The Art of Living, amongst whom I consider myself a member, has a new project, apparently the purpose of which is to connect bloggers and promote the use of blogging as a tool for social change. This project is called Just Connect. They have an article on how to be an effective blogger, and reading that article inspired me to write this post, where I will answer the question of why I blog.
Maybe I've answered it before, but it bears repeating at this point to ascertain how much progress I've made in this regard. But after much thought, the one thing I've realized about why I blog is that at the most fundamental level, I blog because I crave acceptance - I crave the recognition of others. Not negative recognition, mind you, but positive: love, respect, admiration, adoration, you know the rest.
I know on a rational level that getting the above takes much more effort than just blogging. I also know that it's a risk-to-reward sort of thing...the positive feedback from readers is like pure nectar to me, but negative sentiment can be many times more poisonous. So I know I shouldn't count on blogging to fulfill that base emotional need of acceptance. So why do I do it?
I do it I guess for much the same reason I pray to Lord Ganesha for solace and strength. I know many (but not all) of my readers I'll probably never meet in person, but Hinduism does teach that there's divinity in everyone and everything. I bare my soul to Lord Ganesha in the hopes that he'll express love for me; in much the same way I bare my soul to the world in hopes of gaining its love. I know it's foolish to expect everyone to love me, and I'm not expecting that...but if we can trust God(s) to love us, why can't we trust each other to do the same?

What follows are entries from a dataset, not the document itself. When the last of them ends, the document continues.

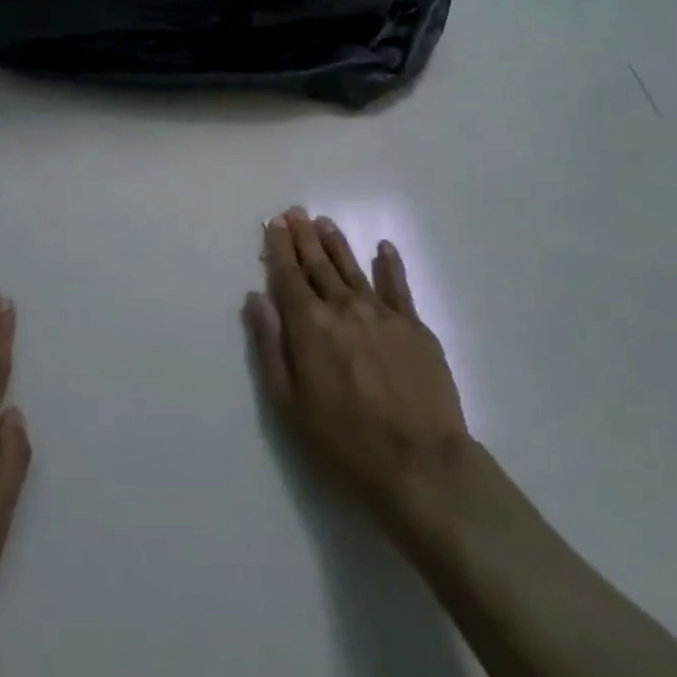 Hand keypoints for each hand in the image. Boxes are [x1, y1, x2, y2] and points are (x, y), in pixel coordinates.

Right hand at [243, 209, 468, 531]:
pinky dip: (389, 264)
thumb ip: (269, 346)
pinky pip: (399, 286)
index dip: (279, 248)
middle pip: (319, 264)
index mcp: (309, 326)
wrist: (421, 465)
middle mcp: (343, 308)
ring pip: (353, 268)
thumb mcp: (288, 404)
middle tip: (295, 212)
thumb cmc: (344, 443)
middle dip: (304, 237)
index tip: (274, 223)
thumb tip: (255, 298)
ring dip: (337, 243)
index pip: (288, 276)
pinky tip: (383, 247)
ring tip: (325, 223)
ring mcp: (382, 313)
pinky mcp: (415, 326) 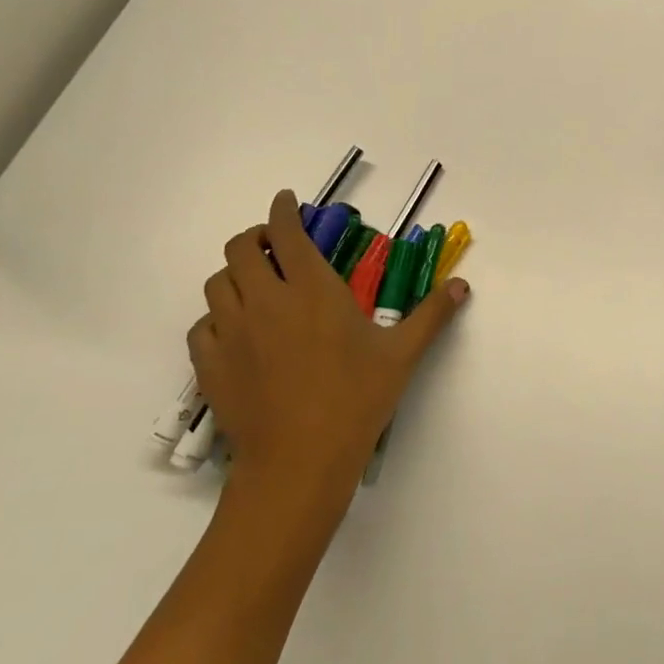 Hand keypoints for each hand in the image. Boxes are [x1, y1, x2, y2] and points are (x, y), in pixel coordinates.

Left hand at [189, 189, 468, 521]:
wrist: (299, 462)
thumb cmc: (356, 400)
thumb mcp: (402, 354)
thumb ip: (432, 314)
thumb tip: (462, 285)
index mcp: (312, 290)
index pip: (287, 233)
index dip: (283, 209)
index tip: (287, 201)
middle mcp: (264, 301)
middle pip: (240, 248)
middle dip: (256, 236)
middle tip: (277, 246)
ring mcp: (230, 332)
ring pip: (216, 283)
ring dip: (236, 274)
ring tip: (257, 286)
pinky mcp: (209, 364)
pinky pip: (201, 325)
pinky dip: (216, 317)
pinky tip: (236, 331) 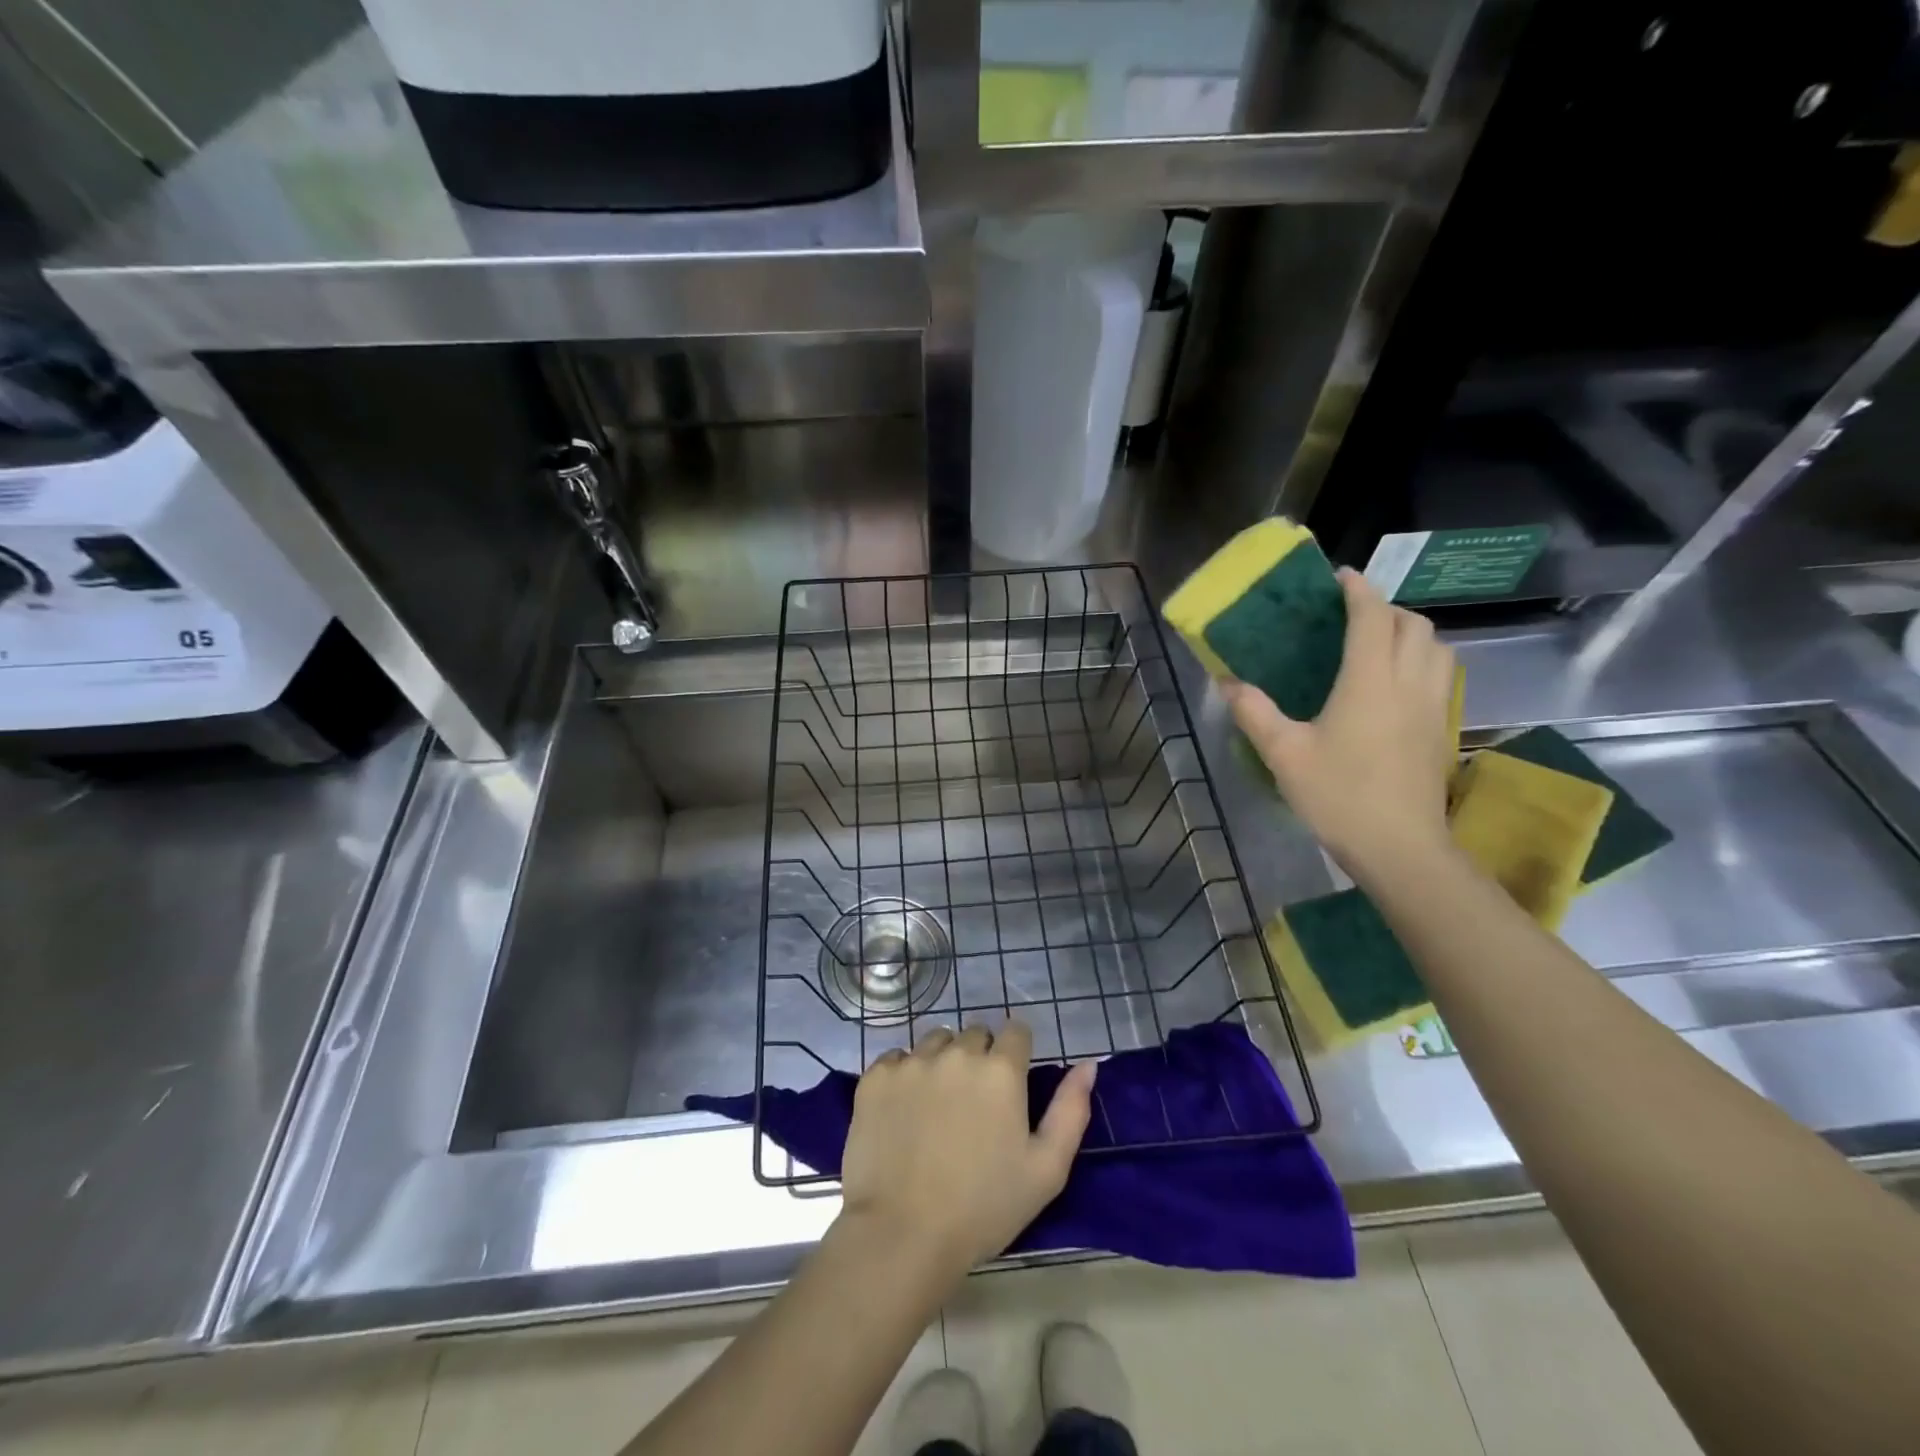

I know I'm being naive in expecting everyone who visits this blog to like it, and like me by extension, but I also hope through this blog that I can learn how to deal with one's adversaries. If someone dislikes this blog, it has the potential to help me reinforce my spirit against real life haters. It's like a vaccine in that sense.
Why do I crave so much recognition? I guess it's because as a child I didn't feel like I was appreciated or loved with sincerity...but that's another topic for another time. I don't expect this blog to be my own personal hug box, but I feel readers can support me in their own way, whether they like this blog or not.